What you are asked to do
Your result should be every line of the records below that contains the word "size".

Supplied material
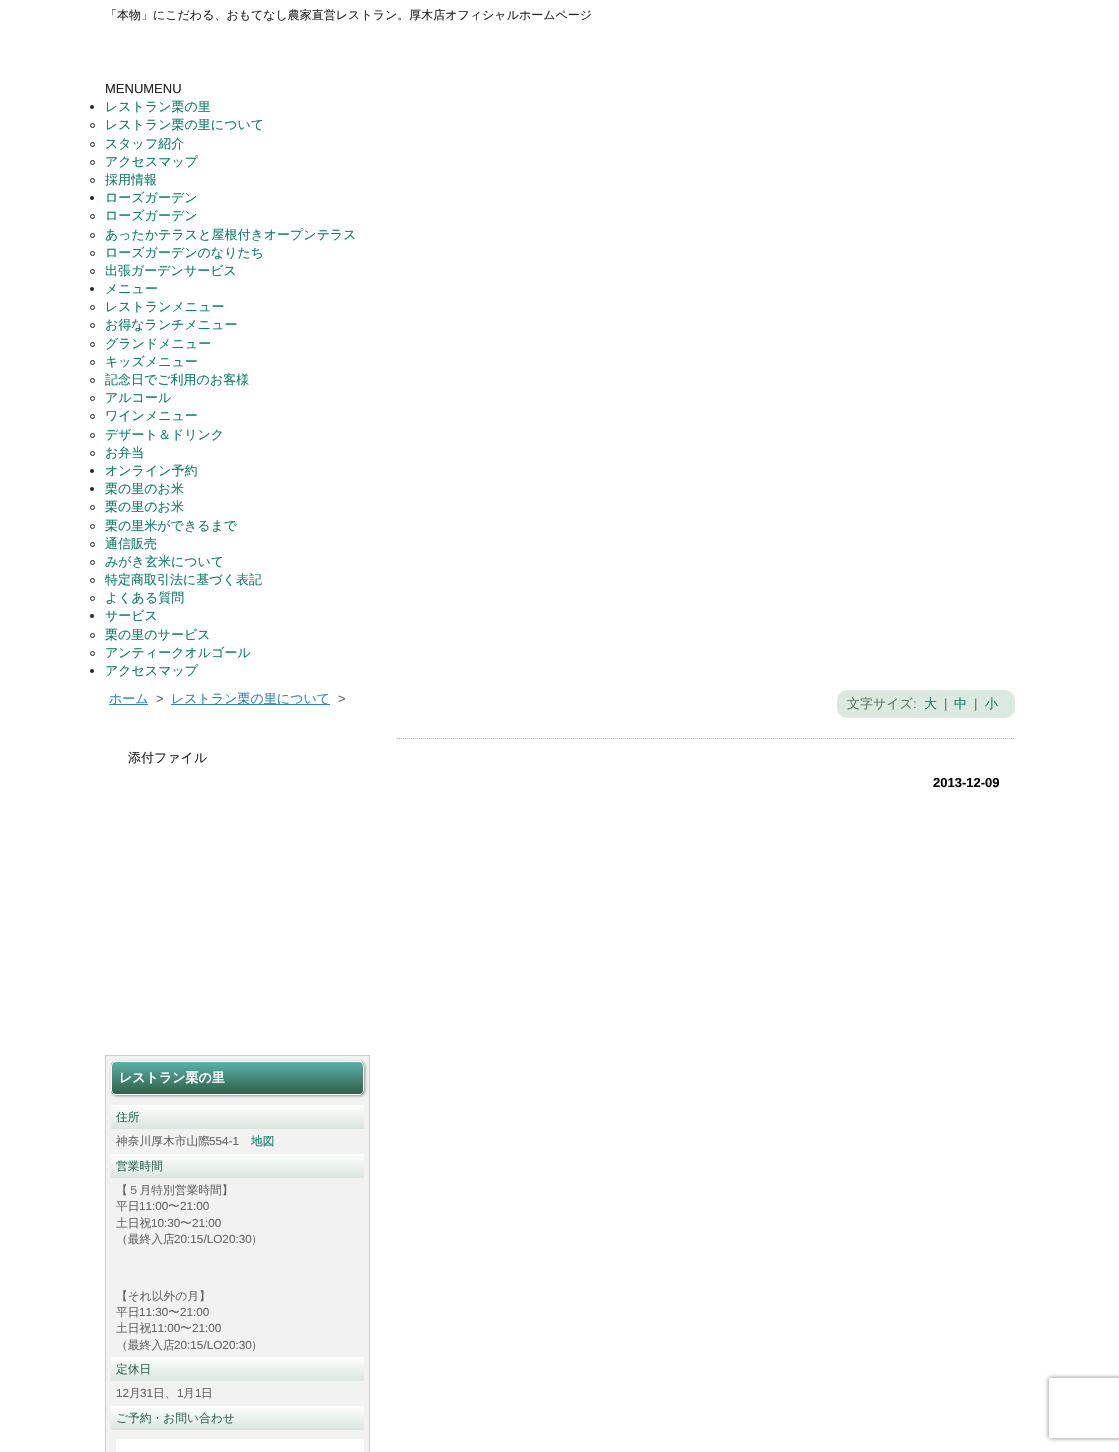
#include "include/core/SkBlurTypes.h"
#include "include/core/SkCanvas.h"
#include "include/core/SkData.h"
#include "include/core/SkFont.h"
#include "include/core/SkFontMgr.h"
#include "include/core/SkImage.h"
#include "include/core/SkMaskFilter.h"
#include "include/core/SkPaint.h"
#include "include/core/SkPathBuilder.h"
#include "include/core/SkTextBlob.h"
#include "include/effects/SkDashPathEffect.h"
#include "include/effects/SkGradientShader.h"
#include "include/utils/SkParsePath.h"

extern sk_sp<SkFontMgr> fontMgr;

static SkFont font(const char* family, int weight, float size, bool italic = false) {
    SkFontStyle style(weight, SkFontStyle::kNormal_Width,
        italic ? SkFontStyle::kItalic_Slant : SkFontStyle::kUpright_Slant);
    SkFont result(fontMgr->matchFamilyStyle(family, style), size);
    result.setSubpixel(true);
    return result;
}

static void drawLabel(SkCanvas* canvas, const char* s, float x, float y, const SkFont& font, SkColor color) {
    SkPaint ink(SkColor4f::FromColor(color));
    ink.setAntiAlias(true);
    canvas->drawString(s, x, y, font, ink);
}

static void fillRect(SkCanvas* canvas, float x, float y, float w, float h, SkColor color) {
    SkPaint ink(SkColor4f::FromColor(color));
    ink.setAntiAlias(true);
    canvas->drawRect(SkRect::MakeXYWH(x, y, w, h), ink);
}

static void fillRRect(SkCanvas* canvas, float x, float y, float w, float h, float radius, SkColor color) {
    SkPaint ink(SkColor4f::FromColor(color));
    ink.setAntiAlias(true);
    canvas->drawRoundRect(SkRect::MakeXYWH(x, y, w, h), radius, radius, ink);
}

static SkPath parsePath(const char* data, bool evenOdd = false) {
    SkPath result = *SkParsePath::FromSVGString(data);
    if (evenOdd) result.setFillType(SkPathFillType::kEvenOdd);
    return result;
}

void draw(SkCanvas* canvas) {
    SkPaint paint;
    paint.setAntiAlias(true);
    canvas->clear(0xFFFFFFFF);
    SkFont font1 = font("WenQuanYi Zen Hei", 500, 12);
    drawLabel(canvas, "「本物」にこだわる、おもてなし農家直営レストラン。厚木店オフィシャルホームページ", 105, 19, font1, 0xFF252525);
    SkFont font2 = font("Liberation Sans", 400, 13);
    drawLabel(canvas, "MENUMENU", 105, 93, font2, 0xFF252525);
    paint.setColor(0xFF252525);
    canvas->drawCircle(92, 107, 2, paint);
    SkFont font3 = font("WenQuanYi Zen Hei", 500, 13);
    drawLabel(canvas, "レストラン栗の里", 105, 111, font3, 0xFF0F7D69);
    paint.setStroke(true);
    paint.setStrokeWidth(1);
    canvas->drawCircle(92.5f, 125.5f, 2, paint);
    drawLabel(canvas, "レストラン栗の里について", 105, 129, font3, 0xFF0F7D69);
    canvas->drawCircle(92.5f, 144.5f, 2, paint);
    drawLabel(canvas, "スタッフ紹介", 105, 148, font3, 0xFF0F7D69);
    canvas->drawCircle(92.5f, 162.5f, 2, paint);
    drawLabel(canvas, "アクセスマップ", 105, 166, font3, 0xFF0F7D69);
    canvas->drawCircle(92.5f, 180.5f, 2, paint);
    drawLabel(canvas, "採用情報", 105, 184, font3, 0xFF0F7D69);
    paint.setStroke(false);
    canvas->drawCircle(92, 198, 2, paint);
    drawLabel(canvas, "ローズガーデン", 105, 202, font3, 0xFF0F7D69);
    paint.setStroke(true);
    canvas->drawCircle(92.5f, 216.5f, 2, paint);
    drawLabel(canvas, "ローズガーデン", 105, 220, font3, 0xFF0F7D69);
    canvas->drawCircle(92.5f, 235.5f, 2, paint);
    drawLabel(canvas, "あったかテラスと屋根付きオープンテラス", 105, 239, font3, 0xFF0F7D69);
    canvas->drawCircle(92.5f, 253.5f, 2, paint);
    drawLabel(canvas, "ローズガーデンのなりたち", 105, 257, font3, 0xFF0F7D69);
    canvas->drawCircle(92.5f, 271.5f, 2, paint);
    drawLabel(canvas, "出張ガーデンサービス", 105, 275, font3, 0xFF0F7D69);
    paint.setStroke(false);
    canvas->drawCircle(92, 289, 2, paint);
    drawLabel(canvas, "メニュー", 105, 293, font3, 0xFF0F7D69);
    paint.setStroke(true);
    canvas->drawCircle(92.5f, 307.5f, 2, paint);
    drawLabel(canvas, "レストランメニュー", 105, 311, font3, 0xFF0F7D69);
    canvas->drawCircle(92.5f, 325.5f, 2, paint);
    drawLabel(canvas, "お得なランチメニュー", 105, 329, font3, 0xFF0F7D69);
    canvas->drawCircle(92.5f, 344.5f, 2, paint);
    drawLabel(canvas, "グランドメニュー", 105, 348, font3, 0xFF0F7D69);
    canvas->drawCircle(92.5f, 362.5f, 2, paint);
    drawLabel(canvas, "キッズメニュー", 105, 366, font3, 0xFF0F7D69);
    canvas->drawCircle(92.5f, 380.5f, 2, paint);
    drawLabel(canvas, "記念日でご利用のお客様", 105, 384, font3, 0xFF0F7D69);
    canvas->drawCircle(92.5f, 398.5f, 2, paint);
    drawLabel(canvas, "アルコール", 105, 402, font3, 0xFF0F7D69);
    canvas->drawCircle(92.5f, 416.5f, 2, paint);
    drawLabel(canvas, "ワインメニュー", 105, 420, font3, 0xFF0F7D69);
    canvas->drawCircle(92.5f, 435.5f, 2, paint);
    drawLabel(canvas, "デザート＆ドリンク", 105, 439, font3, 0xFF0F7D69);
    canvas->drawCircle(92.5f, 453.5f, 2, paint);
    drawLabel(canvas, "お弁当", 105, 457, font3, 0xFF0F7D69);
    paint.setStroke(false);
    canvas->drawCircle(92, 471, 2, paint);
    drawLabel(canvas, "オンライン予約", 105, 475, font3, 0xFF0F7D69);
    canvas->drawCircle(92, 489, 2, paint);
    drawLabel(canvas, "栗の里のお米", 105, 493, font3, 0xFF0F7D69);
    paint.setStroke(true);
    canvas->drawCircle(92.5f, 507.5f, 2, paint);
    drawLabel(canvas, "栗の里のお米", 105, 511, font3, 0xFF0F7D69);
    canvas->drawCircle(92.5f, 526.5f, 2, paint);
    drawLabel(canvas, "栗の里米ができるまで", 105, 530, font3, 0xFF0F7D69);
    canvas->drawCircle(92.5f, 544.5f, 2, paint);
    drawLabel(canvas, "通信販売", 105, 548, font3, 0xFF0F7D69);
    canvas->drawCircle(92.5f, 562.5f, 2, paint);
    drawLabel(canvas, "みがき玄米について", 105, 566, font3, 0xFF0F7D69);
    canvas->drawCircle(92.5f, 580.5f, 2, paint);
    drawLabel(canvas, "特定商取引法に基づく表記", 105, 584, font3, 0xFF0F7D69);
    canvas->drawCircle(92.5f, 598.5f, 2, paint);
    drawLabel(canvas, "よくある質問", 105, 602, font3, 0xFF0F7D69);
    paint.setStroke(false);
    canvas->drawCircle(92, 616, 2, paint);
    drawLabel(canvas, "サービス", 105, 620, font3, 0xFF0F7D69);
    paint.setStroke(true);
    canvas->drawCircle(92.5f, 635.5f, 2, paint);
    drawLabel(canvas, "栗の里のサービス", 105, 639, font3, 0xFF0F7D69);
    canvas->drawCircle(92.5f, 653.5f, 2, paint);
    drawLabel(canvas, "アンティークオルゴール", 105, 657, font3, 0xFF0F7D69);
    paint.setStroke(false);
    canvas->drawCircle(92, 671, 2, paint);
    drawLabel(canvas, "アクセスマップ", 105, 675, font3, 0xFF0F7D69);
    fillRect(canvas, 109, 704, 39, 1, 0xFF3384BC);
    drawLabel(canvas, "ホーム", 109, 703, font3, 0xFF3384BC);
    drawLabel(canvas, ">", 156, 703, font2, 0xFF666666);
    fillRect(canvas, 171, 704, 159, 1, 0xFF3384BC);
    drawLabel(canvas, "レストラン栗の里について", 171, 703, font3, 0xFF3384BC);
    drawLabel(canvas, ">", 338, 703, font2, 0xFF666666);
    fillRRect(canvas, 837, 690, 178, 28, 10, 0xFFDCE9E0);
    drawLabel(canvas, "文字サイズ", 847, 708, font3, 0xFF597862);
    drawLabel(canvas, ":", 913, 708, font2, 0xFF597862);
    drawLabel(canvas, "大", 924, 708, font3, 0xFF0F7D69);
    drawLabel(canvas, "|", 944, 708, font2, 0xFF597862);
    drawLabel(canvas, "中", 954, 708, font3, 0xFF0F7D69);
    drawLabel(canvas, "|", 974, 708, font2, 0xFF597862);
    drawLabel(canvas, "小", 985, 708, font3, 0xFF0F7D69);
    drawLabel(canvas, "添付ファイル", 128, 762, font3, 0xFF252525);
    paint.setColor(0xFFF2F2F2);
    canvas->drawRect(SkRect::MakeXYWH(105.5f, 1055.5f, 264, 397), paint);
    paint.setStroke(true);
    paint.setColor(0xFFCCCCCC);
    canvas->drawRect(SkRect::MakeXYWH(105.5f, 1055.5f, 264, 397), paint);
    paint.setStroke(false);
    paint.setColor(0x66000000);
    paint.setMaskFilter(SkMaskFilter::MakeBlur(kNormal_SkBlurStyle, 1.5f));
    canvas->drawRoundRect(SkRect::MakeXYWH(112, 1062, 253, 34), 5, 5, paint);
    paint.setMaskFilter(nullptr);
    canvas->save();
    canvas->clipPath(parsePath("M116 1061H359C362 1061 364 1063 364 1066V1090C364 1093 362 1095 359 1095H116C113 1095 111 1093 111 1090V1066C111 1063 113 1061 116 1061Z"), true);
    {
        const SkColor colors[] = {0xFF5CB0AB, 0xFF2F6045};
        const float stops[] = {0, 1};
        const SkPoint ends[] = {{238, 1062}, {238, 1094}};
        paint.setShader(SkGradientShader::MakeLinear(ends, colors, stops, 2, SkTileMode::kClamp));
        paint.setAlpha(255);
    }
    canvas->drawRect(SkRect::MakeXYWH(111, 1062, 253, 32), paint);
    canvas->restore();
    paint.setStroke(true);
    paint.setShader(nullptr);
    paint.setColor(0xFFFFFFFF);
    canvas->drawRoundRect(SkRect::MakeXYWH(111.5f, 1061.5f, 252, 33), 4.5f, 4.5f, paint);
    SkFont font4 = font("WenQuanYi Zen Hei", 700, 13);
    drawLabel(canvas, "レストラン栗の里", 119, 1082, font4, 0xFFFFFFFF);
    paint.setStroke(false);
    {
        const SkColor colors[] = {0xFFFEFEFE, 0xFFDAE6DD};
        const float stops[] = {0, 1};
        const SkPoint ends[] = {{238, 1105}, {238, 1129}};
        paint.setShader(SkGradientShader::MakeLinear(ends, colors, stops, 2, SkTileMode::kClamp));
        paint.setAlpha(255);
    }
    canvas->drawRect(SkRect::MakeXYWH(111, 1105, 253, 24), paint);
    SkFont font5 = font("WenQuanYi Zen Hei", 500, 11.75f);
    drawLabel(canvas, "住所", 116, 1121, font5, 0xFF346A52);
    drawLabel(canvas, "神奈川厚木市山際", 116, 1145, font5, 0xFF666666);
    SkFont font6 = font("Liberation Sans", 400, 11.75f);
    drawLabel(canvas, "554-1", 209, 1145, font6, 0xFF666666);
    drawLabel(canvas, "地図", 251, 1145, font5, 0xFF0F7D69);
    {
        const SkColor colors[] = {0xFFFEFEFE, 0xFFDAE6DD};
        const float stops[] = {0, 1};
        const SkPoint ends[] = {{238, 1154}, {238, 1178}};
        paint.setShader(SkGradientShader::MakeLinear(ends, colors, stops, 2, SkTileMode::kClamp));
        paint.setAlpha(255);
    }
    canvas->drawRect(SkRect::MakeXYWH(111, 1154, 253, 24), paint);
    drawLabel(canvas, "営業時間", 116, 1170, font5, 0xFF346A52);
    drawLabel(canvas, "【５月特別営業時間】", 116, 1194, font5, 0xFF666666);
    drawLabel(canvas, "平日", 116, 1210, font5, 0xFF666666);
    drawLabel(canvas, "11:00", 139, 1210, font6, 0xFF666666);
    drawLabel(canvas, "〜", 168, 1210, font5, 0xFF666666);
    drawLabel(canvas, "21:00", 180, 1210, font6, 0xFF666666);
    drawLabel(canvas, "土日祝", 116, 1227, font5, 0xFF666666);
    drawLabel(canvas, "10:30", 151, 1227, font6, 0xFF666666);
    drawLabel(canvas, "〜", 180, 1227, font5, 0xFF666666);
    drawLabel(canvas, "21:00", 192, 1227, font6, 0xFF666666);
    drawLabel(canvas, "（最終入店", 116, 1243, font5, 0xFF666666);
    drawLabel(canvas, "20:15/LO20:30", 174, 1243, font6, 0xFF666666);
    drawLabel(canvas, "）", 251, 1243, font5, 0xFF666666);
    drawLabel(canvas, "【それ以外の月】", 116, 1300, font5, 0xFF666666);
    drawLabel(canvas, "平日", 116, 1316, font5, 0xFF666666);
    drawLabel(canvas, "11:30", 139, 1316, font6, 0xFF666666);
    drawLabel(canvas, "〜", 168, 1316, font5, 0xFF666666);
    drawLabel(canvas, "21:00", 180, 1316, font6, 0xFF666666);
    drawLabel(canvas, "土日祝", 116, 1332, font5, 0xFF666666);
    drawLabel(canvas, "11:00", 151, 1332, font6, 0xFF666666);
    drawLabel(canvas, "〜", 180, 1332, font5, 0xFF666666);
    drawLabel(canvas, "21:00", 192, 1332, font6, 0xFF666666);
    drawLabel(canvas, "（最終入店", 116, 1349, font5, 0xFF666666);
    drawLabel(canvas, "20:15/LO20:30", 174, 1349, font6, 0xFF666666);
    drawLabel(canvas, "）", 251, 1349, font5, 0xFF666666);
    {
        const SkColor colors[] = {0xFFFEFEFE, 0xFFDAE6DD};
        const float stops[] = {0, 1};
        const SkPoint ends[] = {{238, 1357}, {238, 1381}};
        paint.setShader(SkGradientShader::MakeLinear(ends, colors, stops, 2, SkTileMode::kClamp));
        paint.setAlpha(255);
    }
    canvas->drawRect(SkRect::MakeXYWH(111, 1357, 253, 24), paint);
    drawLabel(canvas, "定休日", 116, 1373, font5, 0xFF346A52);
    drawLabel(canvas, "12", 116, 1397, font6, 0xFF666666);
    drawLabel(canvas, "月", 129, 1397, font5, 0xFF666666);
    drawLabel(canvas, "31", 140, 1397, font6, 0xFF666666);
    drawLabel(canvas, "日、", 153, 1397, font5, 0xFF666666);
    drawLabel(canvas, "1", 177, 1397, font6, 0xFF666666);
    drawLabel(canvas, "月", 183, 1397, font5, 0xFF666666);
    drawLabel(canvas, "1", 195, 1397, font6, 0xFF666666);
    drawLabel(canvas, "日", 201, 1397, font5, 0xFF666666);
    {
        const SkColor colors[] = {0xFFFEFEFE, 0xFFDAE6DD};
        const float stops[] = {0, 1};
        const SkPoint ends[] = {{238, 1406}, {238, 1430}};
        paint.setShader(SkGradientShader::MakeLinear(ends, colors, stops, 2, SkTileMode::kClamp));
        paint.setAlpha(255);
    }
    canvas->drawRect(SkRect::MakeXYWH(111, 1406, 253, 24), paint);
    drawLabel(canvas, "ご予約・お問い合わせ", 116, 1422, font5, 0xFF346A52);
    fillRect(canvas, 116, 1439, 248, 13, 0xFFFFFFFF);
    paint.setStroke(true);
    paint.setShader(nullptr);
    paint.setColor(0xFFCCB34F);
    paint.setPathEffect(SkDashPathEffect::Make({{1, 1}}, 0));
    canvas->drawPath(parsePath("M397 738.5H1015"), paint);
    paint.setPathEffect(nullptr);
    SkFont font7 = font("Liberation Sans", 700, 13);
    drawLabel(canvas, "2013-12-09", 933, 787, font7, 0xFF000000);
    canvas->save();
    canvas->clipPath(parsePath("M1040 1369H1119V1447H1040ZM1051 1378H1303C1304 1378 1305 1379 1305 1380V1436C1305 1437 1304 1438 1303 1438H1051C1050 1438 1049 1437 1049 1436V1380C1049 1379 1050 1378 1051 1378Z", true), true);
    paint.setStroke(false);
    paint.setColor(0xFF808080);
    paint.setMaskFilter(SkMaskFilter::MakeBlur(kNormal_SkBlurStyle, 2.5f));
    canvas->drawRoundRect(SkRect::MakeXYWH(1049, 1378, 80, 60), 2, 2, paint);
    paint.setMaskFilter(nullptr);
    canvas->restore();
}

Task output
static SkFont font(const char* family, int weight, float size, bool italic = false) {
    SkFont result(fontMgr->matchFamilyStyle(family, style), size);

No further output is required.